→ **What the task asks**
What lines of the data hold the string "Saragih"? Pull each one out.
━━━ Provided material ━━━
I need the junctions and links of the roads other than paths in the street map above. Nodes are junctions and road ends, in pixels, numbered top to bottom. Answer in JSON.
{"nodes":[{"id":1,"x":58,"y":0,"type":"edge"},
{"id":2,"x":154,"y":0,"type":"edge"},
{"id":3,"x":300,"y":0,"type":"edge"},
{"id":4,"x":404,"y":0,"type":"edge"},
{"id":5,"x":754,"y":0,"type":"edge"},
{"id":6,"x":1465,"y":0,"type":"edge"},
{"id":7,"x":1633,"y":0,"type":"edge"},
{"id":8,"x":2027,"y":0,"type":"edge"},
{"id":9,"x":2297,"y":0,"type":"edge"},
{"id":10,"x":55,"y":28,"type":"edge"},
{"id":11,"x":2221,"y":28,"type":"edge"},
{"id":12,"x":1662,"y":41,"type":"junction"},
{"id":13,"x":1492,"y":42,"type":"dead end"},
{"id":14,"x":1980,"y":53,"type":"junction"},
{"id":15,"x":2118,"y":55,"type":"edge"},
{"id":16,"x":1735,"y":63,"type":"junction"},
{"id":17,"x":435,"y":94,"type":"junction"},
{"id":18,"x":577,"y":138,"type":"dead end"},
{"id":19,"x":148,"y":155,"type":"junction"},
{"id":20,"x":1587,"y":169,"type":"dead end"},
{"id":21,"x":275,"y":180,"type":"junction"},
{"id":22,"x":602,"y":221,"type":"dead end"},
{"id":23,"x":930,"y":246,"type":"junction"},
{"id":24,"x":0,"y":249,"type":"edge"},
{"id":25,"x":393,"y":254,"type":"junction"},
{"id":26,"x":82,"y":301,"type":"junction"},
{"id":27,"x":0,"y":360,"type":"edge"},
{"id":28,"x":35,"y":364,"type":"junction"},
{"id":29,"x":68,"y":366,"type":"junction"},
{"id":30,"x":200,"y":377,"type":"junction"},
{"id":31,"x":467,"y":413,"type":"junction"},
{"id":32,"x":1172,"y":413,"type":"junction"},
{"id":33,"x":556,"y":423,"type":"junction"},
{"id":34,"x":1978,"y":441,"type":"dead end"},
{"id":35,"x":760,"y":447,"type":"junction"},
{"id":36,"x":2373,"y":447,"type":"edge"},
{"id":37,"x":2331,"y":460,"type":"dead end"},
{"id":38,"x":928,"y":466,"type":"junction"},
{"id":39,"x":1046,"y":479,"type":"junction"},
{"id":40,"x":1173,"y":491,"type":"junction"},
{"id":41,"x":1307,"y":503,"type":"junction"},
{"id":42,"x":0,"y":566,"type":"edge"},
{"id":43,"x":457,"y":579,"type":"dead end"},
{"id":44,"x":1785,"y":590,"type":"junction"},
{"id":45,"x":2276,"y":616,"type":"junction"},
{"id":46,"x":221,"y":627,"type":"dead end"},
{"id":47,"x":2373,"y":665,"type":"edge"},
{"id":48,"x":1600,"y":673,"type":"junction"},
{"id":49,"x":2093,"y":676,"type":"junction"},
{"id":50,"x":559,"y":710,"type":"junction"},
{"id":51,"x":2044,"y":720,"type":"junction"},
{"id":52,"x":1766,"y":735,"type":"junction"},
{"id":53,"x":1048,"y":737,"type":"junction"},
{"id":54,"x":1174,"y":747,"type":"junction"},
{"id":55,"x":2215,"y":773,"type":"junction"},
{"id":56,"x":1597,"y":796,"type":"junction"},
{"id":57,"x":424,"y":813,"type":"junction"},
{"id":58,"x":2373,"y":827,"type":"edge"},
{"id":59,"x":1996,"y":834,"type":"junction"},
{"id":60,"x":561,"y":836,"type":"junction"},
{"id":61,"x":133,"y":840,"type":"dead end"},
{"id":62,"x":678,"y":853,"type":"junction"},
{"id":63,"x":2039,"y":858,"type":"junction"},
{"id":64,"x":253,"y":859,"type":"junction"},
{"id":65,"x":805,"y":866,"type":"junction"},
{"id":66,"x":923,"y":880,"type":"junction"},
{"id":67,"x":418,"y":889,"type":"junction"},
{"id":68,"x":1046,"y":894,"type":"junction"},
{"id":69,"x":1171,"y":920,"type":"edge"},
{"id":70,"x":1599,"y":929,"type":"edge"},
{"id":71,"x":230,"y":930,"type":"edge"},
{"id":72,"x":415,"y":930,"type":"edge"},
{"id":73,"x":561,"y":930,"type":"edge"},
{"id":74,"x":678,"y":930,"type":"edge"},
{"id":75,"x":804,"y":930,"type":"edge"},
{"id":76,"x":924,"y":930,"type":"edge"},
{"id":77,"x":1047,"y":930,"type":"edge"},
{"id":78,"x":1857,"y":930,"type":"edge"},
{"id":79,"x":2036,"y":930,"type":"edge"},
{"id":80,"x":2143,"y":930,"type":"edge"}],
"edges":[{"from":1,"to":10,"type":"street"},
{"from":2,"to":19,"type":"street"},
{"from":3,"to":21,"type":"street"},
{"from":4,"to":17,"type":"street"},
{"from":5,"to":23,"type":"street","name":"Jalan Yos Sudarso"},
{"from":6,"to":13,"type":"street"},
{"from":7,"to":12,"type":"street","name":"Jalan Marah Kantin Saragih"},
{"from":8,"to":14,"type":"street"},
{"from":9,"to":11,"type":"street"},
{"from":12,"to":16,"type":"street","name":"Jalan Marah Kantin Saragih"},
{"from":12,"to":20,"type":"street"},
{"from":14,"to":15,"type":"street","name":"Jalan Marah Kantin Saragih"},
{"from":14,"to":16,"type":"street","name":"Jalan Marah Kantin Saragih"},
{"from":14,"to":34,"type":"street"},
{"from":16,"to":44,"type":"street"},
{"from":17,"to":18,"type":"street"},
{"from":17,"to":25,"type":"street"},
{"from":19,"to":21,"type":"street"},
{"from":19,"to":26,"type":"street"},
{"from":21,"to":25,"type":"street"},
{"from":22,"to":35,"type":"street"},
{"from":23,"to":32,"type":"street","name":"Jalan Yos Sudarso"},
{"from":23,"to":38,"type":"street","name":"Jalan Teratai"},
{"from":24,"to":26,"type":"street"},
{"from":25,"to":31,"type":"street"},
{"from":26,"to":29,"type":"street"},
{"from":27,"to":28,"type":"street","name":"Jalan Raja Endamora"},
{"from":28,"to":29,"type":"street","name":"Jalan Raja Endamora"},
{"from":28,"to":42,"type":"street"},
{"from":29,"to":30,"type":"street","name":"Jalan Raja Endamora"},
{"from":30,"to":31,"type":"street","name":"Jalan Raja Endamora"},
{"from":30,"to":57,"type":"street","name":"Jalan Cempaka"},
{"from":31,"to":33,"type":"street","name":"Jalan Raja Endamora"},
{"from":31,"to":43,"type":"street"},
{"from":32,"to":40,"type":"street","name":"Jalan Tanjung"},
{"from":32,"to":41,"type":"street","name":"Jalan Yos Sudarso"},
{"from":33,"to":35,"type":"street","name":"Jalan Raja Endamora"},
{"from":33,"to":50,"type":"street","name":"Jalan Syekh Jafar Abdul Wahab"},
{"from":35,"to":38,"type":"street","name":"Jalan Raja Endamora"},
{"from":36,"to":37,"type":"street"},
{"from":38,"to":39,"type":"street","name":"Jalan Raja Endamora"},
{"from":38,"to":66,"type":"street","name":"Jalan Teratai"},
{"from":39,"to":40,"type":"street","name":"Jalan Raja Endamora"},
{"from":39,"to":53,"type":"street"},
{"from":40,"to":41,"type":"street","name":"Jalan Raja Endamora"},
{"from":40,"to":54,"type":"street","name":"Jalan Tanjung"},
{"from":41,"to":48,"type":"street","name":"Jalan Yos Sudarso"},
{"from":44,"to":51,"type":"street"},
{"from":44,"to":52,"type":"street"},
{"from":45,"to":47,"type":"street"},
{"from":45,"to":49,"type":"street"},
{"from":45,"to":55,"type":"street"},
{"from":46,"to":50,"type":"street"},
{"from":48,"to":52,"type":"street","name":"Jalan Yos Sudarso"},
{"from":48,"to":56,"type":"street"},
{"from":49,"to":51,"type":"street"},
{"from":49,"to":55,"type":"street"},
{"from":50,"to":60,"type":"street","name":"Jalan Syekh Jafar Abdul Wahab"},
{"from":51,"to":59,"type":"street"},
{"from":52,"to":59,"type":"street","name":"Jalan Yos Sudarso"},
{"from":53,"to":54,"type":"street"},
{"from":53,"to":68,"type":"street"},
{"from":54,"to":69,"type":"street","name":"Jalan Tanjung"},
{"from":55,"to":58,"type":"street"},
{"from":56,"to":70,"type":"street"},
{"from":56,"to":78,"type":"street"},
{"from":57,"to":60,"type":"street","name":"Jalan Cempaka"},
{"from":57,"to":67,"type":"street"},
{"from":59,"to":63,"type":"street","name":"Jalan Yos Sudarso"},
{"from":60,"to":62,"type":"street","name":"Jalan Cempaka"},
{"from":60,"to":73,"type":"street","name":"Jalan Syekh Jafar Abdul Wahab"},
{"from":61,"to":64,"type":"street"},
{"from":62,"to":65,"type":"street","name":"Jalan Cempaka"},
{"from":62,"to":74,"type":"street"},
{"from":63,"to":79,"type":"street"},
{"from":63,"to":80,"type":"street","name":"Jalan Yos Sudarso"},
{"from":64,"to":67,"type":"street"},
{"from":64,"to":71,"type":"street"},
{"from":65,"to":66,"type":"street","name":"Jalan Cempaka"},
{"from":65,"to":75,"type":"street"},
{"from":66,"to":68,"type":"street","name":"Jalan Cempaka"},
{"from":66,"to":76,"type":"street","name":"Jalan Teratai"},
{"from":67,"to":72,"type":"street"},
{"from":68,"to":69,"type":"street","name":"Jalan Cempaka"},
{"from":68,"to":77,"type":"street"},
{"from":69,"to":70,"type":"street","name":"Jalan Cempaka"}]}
━━━
━━━ Provided material ━━━
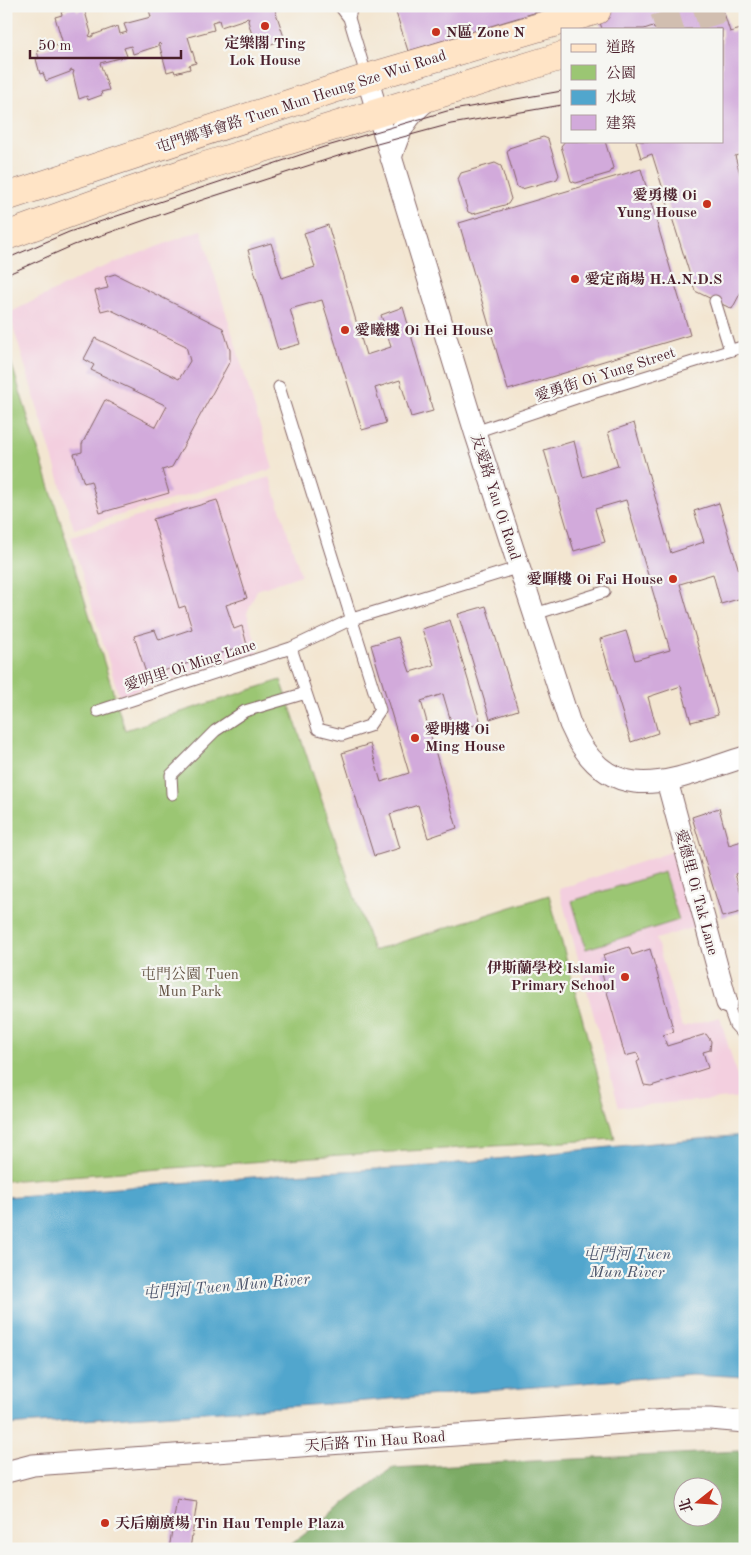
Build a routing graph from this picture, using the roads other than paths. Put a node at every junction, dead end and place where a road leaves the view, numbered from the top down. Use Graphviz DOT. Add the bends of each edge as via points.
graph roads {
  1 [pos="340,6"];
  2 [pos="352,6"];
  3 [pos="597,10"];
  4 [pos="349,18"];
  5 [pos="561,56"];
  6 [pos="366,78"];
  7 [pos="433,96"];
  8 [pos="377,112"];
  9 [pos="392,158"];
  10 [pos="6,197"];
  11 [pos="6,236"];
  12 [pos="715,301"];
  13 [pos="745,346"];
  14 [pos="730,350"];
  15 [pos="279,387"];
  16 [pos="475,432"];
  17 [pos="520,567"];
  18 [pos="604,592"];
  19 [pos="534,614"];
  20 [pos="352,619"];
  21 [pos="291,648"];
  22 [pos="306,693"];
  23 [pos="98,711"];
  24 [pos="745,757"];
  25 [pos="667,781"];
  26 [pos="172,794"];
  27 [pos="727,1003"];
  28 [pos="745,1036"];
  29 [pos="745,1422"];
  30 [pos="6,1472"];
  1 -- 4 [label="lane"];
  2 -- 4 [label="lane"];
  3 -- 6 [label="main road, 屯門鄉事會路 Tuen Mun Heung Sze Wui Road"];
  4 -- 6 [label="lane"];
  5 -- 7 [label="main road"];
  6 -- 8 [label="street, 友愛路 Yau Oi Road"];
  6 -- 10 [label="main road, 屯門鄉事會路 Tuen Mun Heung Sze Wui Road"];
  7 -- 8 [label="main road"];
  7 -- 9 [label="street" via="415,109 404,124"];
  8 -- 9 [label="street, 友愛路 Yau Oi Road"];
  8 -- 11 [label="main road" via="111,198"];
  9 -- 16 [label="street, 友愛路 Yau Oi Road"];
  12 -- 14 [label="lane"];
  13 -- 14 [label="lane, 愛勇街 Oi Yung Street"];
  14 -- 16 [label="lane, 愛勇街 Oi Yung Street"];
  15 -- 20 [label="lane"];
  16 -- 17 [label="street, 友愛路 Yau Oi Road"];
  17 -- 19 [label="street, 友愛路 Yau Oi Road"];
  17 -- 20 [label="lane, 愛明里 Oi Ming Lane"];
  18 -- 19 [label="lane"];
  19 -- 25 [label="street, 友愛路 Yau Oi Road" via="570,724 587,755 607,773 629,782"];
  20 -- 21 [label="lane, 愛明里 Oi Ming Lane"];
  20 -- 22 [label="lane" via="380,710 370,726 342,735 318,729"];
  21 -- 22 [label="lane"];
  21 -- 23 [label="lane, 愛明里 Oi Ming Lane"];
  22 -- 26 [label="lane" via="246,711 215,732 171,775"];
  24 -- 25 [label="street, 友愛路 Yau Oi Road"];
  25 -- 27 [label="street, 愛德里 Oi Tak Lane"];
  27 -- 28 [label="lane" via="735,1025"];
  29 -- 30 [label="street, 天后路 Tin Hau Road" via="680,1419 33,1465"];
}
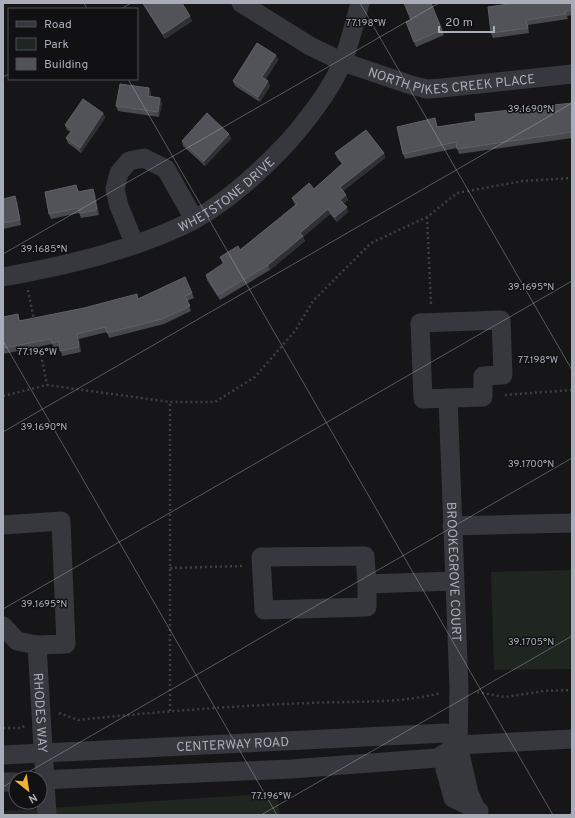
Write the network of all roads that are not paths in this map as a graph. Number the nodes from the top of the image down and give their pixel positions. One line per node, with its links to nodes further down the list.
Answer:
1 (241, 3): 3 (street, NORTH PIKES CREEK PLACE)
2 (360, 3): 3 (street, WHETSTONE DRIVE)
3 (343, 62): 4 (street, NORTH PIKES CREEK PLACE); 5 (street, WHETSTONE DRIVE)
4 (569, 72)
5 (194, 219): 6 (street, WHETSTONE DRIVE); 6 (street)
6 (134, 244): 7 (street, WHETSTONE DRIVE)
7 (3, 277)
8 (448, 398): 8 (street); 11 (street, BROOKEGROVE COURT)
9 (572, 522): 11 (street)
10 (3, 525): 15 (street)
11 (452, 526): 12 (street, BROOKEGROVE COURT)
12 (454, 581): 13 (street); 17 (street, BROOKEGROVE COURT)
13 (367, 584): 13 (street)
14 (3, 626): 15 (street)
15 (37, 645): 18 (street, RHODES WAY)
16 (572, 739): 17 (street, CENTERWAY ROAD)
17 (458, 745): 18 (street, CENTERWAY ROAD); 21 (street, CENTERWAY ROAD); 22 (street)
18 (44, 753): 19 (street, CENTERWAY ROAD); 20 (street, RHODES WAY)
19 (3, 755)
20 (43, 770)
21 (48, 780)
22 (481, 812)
━━━
→ **Worked solution**
{"from":7,"to":12,"type":"street","name":"Jalan Marah Kantin Saragih"},
{"from":12,"to":16,"type":"street","name":"Jalan Marah Kantin Saragih"},
{"from":14,"to":15,"type":"street","name":"Jalan Marah Kantin Saragih"},
{"from":14,"to":16,"type":"street","name":"Jalan Marah Kantin Saragih"},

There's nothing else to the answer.